A year or so back, I gave a talk at a comprehensive school in Tipton, north of Birmingham. It is an area of high unemployment. As I travelled from the station to the school I was aware of the many closed shops; groups of young hooded kids, presumably bunking off school; and an alarming number of very young mothers pushing prams with cigarettes firmly clamped between their lips, all set against a pretty depressing backdrop.
My experience at the school was just as disheartening. Pupils arrived late, many seemingly disinterested and preoccupied, giving the impression that school was just something you have to endure, until you are released. I was simply a distraction. Just some posh bloke from London, there to talk about an area of work that they felt incapable of entering. During my talk, a girl at the front of the class was actually asleep throughout.

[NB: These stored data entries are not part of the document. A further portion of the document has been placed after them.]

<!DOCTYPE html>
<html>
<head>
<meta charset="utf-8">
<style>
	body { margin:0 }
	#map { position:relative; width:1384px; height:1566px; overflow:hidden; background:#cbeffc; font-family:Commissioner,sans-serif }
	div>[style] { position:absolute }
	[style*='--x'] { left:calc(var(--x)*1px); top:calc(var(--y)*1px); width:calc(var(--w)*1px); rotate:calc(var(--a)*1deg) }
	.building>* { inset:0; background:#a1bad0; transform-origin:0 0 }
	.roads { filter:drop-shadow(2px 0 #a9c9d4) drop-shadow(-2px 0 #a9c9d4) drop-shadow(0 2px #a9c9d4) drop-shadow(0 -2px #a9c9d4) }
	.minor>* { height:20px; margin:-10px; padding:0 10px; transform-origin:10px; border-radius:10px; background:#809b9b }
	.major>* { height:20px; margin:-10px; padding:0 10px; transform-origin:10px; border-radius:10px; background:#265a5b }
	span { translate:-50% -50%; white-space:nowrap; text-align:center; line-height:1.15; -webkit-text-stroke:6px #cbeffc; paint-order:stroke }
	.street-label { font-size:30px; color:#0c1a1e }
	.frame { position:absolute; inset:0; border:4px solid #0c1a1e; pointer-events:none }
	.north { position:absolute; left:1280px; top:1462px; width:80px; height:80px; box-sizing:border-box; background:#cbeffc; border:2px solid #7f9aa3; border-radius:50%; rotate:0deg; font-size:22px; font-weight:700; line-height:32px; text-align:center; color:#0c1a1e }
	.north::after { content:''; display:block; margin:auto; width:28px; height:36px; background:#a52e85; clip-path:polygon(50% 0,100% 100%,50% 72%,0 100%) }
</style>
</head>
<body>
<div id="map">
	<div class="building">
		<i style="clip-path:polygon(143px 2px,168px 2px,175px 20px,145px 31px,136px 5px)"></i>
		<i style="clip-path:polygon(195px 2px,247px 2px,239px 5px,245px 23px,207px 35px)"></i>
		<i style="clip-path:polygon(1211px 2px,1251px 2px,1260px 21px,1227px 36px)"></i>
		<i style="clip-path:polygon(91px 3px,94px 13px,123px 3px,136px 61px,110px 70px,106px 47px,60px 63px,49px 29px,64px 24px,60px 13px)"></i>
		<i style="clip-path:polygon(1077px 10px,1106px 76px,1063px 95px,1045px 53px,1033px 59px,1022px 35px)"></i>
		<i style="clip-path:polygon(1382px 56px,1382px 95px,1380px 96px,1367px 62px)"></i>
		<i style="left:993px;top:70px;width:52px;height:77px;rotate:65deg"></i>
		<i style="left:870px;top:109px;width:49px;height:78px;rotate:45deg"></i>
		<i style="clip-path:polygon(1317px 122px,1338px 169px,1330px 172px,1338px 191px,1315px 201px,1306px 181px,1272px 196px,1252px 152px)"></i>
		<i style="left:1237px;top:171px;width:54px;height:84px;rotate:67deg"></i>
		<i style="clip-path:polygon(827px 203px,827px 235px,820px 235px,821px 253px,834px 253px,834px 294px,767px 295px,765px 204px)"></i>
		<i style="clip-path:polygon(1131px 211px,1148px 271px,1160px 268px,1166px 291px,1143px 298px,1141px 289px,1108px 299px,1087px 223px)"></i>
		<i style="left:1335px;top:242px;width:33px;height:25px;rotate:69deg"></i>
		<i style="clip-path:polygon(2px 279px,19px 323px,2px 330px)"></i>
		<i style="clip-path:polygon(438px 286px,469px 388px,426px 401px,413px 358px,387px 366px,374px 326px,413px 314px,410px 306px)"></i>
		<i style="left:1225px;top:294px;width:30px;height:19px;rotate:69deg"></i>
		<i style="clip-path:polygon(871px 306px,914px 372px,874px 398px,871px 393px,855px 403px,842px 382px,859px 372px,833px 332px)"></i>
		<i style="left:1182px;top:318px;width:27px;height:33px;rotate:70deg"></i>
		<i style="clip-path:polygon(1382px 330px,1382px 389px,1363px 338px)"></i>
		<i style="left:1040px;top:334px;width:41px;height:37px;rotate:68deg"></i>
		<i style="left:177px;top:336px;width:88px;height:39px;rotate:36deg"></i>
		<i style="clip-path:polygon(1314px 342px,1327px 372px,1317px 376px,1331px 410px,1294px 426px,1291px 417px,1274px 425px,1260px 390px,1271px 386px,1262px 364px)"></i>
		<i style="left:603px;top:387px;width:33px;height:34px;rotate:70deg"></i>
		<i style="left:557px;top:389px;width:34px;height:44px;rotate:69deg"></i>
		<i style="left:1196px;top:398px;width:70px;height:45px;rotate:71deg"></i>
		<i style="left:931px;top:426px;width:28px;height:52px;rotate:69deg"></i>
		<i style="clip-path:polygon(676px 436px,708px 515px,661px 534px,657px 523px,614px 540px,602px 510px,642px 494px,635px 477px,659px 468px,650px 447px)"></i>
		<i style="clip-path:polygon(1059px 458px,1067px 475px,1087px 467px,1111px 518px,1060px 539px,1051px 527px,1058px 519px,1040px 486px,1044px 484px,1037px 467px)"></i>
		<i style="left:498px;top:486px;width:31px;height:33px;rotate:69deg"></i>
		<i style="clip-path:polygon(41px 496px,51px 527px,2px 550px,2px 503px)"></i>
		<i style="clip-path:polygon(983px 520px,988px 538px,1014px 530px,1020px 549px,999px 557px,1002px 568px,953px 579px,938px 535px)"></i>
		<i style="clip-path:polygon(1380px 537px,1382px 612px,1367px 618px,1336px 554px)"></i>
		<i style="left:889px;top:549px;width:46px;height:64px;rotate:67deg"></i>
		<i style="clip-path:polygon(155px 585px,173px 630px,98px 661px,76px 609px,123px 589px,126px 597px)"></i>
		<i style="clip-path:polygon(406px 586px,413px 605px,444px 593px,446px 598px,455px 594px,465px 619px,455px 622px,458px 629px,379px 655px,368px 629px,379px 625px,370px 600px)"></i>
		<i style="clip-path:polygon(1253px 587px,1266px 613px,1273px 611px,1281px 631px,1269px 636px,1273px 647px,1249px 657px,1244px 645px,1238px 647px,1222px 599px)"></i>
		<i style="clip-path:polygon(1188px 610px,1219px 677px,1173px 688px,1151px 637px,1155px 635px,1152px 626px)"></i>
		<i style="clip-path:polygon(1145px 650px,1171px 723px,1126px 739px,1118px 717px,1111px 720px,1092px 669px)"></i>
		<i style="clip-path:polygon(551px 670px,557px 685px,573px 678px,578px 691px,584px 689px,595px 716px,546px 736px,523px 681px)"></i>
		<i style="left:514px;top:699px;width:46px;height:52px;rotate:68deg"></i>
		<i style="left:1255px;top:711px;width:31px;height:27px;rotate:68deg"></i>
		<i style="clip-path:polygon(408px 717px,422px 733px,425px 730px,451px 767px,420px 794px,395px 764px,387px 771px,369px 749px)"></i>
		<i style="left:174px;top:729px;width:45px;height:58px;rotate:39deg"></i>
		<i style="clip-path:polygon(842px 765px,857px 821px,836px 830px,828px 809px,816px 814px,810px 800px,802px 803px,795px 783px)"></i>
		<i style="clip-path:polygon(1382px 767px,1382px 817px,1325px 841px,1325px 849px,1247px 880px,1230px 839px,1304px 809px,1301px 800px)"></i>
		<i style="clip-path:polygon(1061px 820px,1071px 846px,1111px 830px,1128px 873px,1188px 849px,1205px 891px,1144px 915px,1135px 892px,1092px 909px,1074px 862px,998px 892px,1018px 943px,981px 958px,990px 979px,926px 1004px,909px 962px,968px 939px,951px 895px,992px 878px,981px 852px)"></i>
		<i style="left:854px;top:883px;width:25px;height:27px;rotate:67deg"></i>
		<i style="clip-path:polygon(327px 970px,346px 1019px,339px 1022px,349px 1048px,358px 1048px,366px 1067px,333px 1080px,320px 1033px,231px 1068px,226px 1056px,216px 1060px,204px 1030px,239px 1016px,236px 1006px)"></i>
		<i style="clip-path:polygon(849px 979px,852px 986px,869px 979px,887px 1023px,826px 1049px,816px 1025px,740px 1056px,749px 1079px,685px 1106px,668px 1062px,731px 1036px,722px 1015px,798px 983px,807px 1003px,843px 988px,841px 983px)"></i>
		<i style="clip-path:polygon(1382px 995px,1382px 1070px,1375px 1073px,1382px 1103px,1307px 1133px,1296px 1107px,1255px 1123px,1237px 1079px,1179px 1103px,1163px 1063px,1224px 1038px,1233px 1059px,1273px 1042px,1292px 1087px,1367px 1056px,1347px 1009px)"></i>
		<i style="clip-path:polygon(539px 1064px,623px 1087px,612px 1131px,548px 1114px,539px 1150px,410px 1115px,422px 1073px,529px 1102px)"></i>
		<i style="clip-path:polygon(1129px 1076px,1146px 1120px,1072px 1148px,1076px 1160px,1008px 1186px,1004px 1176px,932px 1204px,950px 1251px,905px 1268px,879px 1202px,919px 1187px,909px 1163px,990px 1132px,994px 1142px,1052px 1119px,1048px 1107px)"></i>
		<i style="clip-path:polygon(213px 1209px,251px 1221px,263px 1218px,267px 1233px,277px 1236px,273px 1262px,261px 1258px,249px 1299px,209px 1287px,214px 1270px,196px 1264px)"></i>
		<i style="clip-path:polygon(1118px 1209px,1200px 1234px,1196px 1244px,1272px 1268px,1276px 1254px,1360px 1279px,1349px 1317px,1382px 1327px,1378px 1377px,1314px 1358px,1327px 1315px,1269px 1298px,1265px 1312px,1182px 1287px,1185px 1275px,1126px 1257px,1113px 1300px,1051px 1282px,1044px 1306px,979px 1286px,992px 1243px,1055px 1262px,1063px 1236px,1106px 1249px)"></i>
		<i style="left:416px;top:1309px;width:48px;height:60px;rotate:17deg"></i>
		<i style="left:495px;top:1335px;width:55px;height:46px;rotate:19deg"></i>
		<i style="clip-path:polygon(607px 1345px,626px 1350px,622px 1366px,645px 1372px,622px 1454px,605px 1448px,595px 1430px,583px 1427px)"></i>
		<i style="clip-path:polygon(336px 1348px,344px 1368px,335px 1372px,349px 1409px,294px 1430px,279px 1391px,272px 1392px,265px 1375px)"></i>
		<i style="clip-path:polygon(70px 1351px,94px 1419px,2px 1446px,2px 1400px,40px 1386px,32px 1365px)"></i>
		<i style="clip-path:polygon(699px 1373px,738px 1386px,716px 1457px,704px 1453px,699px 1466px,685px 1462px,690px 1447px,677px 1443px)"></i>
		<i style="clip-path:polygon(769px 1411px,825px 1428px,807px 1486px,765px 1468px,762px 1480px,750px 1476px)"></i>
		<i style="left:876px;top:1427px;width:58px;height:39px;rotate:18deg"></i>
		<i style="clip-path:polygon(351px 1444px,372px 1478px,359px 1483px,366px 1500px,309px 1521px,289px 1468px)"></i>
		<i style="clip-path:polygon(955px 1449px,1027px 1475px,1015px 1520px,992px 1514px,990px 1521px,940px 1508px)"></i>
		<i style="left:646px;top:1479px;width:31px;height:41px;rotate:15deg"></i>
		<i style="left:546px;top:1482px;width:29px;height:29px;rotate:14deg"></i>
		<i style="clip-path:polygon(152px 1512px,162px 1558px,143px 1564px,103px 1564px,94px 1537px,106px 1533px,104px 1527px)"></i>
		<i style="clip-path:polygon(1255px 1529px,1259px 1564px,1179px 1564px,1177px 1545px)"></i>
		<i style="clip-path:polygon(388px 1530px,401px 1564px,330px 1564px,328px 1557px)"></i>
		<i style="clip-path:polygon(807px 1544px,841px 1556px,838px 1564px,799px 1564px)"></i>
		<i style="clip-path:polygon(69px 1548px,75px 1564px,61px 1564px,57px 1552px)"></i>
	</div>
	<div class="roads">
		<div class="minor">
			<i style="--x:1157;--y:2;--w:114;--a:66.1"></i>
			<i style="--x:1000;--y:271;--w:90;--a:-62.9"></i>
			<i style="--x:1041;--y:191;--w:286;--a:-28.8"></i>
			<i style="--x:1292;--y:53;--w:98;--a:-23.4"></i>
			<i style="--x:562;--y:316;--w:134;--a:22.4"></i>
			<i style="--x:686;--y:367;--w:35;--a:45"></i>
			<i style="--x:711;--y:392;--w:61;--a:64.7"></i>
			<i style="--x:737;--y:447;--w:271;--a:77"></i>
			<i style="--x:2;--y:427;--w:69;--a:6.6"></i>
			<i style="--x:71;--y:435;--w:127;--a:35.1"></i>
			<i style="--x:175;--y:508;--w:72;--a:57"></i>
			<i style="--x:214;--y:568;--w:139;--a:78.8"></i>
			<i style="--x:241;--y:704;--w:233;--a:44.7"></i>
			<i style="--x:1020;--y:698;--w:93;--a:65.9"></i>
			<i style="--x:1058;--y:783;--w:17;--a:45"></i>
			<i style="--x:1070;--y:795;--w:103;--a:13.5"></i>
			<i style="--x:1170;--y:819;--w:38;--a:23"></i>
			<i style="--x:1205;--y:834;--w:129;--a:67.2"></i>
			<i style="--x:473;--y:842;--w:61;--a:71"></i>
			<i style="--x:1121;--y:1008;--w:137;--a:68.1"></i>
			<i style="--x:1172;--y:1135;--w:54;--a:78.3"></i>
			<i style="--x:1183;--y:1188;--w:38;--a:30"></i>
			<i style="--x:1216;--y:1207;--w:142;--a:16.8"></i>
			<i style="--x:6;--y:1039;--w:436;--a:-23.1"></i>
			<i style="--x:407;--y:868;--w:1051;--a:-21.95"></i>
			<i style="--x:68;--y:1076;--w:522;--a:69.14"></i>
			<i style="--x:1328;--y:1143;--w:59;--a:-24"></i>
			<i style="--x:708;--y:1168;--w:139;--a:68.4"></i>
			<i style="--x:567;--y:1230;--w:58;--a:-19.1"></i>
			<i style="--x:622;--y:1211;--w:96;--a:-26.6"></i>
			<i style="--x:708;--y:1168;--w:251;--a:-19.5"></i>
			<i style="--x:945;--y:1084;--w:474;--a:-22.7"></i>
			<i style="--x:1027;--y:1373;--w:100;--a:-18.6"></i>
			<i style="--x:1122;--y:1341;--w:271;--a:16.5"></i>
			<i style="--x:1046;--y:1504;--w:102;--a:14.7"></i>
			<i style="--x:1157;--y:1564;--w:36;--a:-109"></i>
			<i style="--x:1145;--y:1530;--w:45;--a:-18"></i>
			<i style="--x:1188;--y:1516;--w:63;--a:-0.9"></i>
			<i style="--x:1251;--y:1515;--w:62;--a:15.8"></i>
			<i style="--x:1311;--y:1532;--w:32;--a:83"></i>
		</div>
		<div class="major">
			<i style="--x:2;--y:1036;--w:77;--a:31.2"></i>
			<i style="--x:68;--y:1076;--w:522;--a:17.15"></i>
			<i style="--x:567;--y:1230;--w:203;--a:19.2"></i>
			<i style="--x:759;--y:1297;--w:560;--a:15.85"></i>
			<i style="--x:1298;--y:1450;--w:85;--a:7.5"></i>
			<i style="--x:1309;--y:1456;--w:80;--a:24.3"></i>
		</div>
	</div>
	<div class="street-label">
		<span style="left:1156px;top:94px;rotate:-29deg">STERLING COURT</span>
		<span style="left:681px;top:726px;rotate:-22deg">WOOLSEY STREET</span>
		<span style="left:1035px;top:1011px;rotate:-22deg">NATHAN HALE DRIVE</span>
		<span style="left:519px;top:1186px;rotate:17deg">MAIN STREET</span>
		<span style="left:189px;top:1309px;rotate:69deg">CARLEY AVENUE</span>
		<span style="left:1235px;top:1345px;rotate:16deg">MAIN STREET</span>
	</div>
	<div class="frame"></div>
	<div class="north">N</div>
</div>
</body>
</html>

But I explained to them I wasn’t some posh bloke from London. I could relate directly to their world. I told them that I was brought up in an impoverished post-war council estate in Dagenham. A town cloaked in the shadows of the Ford Motor Company, the main employer that I, and all my classmates at the secondary modern school that I attended, were destined for. The faces of these Tipton school kids had the same acceptance of the inevitable. Most would stay and become jelly moulds of their own parents. Long-term unemployed, holding a life together on benefits and little else.
I finally managed to engage the kids, even perking the sleeping one up, with a workshop on creative thinking. We worked on a simple project and I could see very quickly that, with a bit of coaching, their brains were very capable of thinking laterally. There was a buzz of activity and an endless stream of questions. It was left that I would be sent the result of this little project and I would award the winner with a trip to London. There was much excitement and enthusiasm. However, in the event, the school never contacted me. And I can only assume that the project faded away beneath the grey Tipton skies.
Postscript to that Tipton school talk. Shortly after my visit it was turned into an Academy school run by the RSA, in a spanking new series of buildings. From what I hear it has improved enormously. As for that little girl asleep in the front row during my talk? Who knows? I just hope she isn’t pushing a pram around Tipton.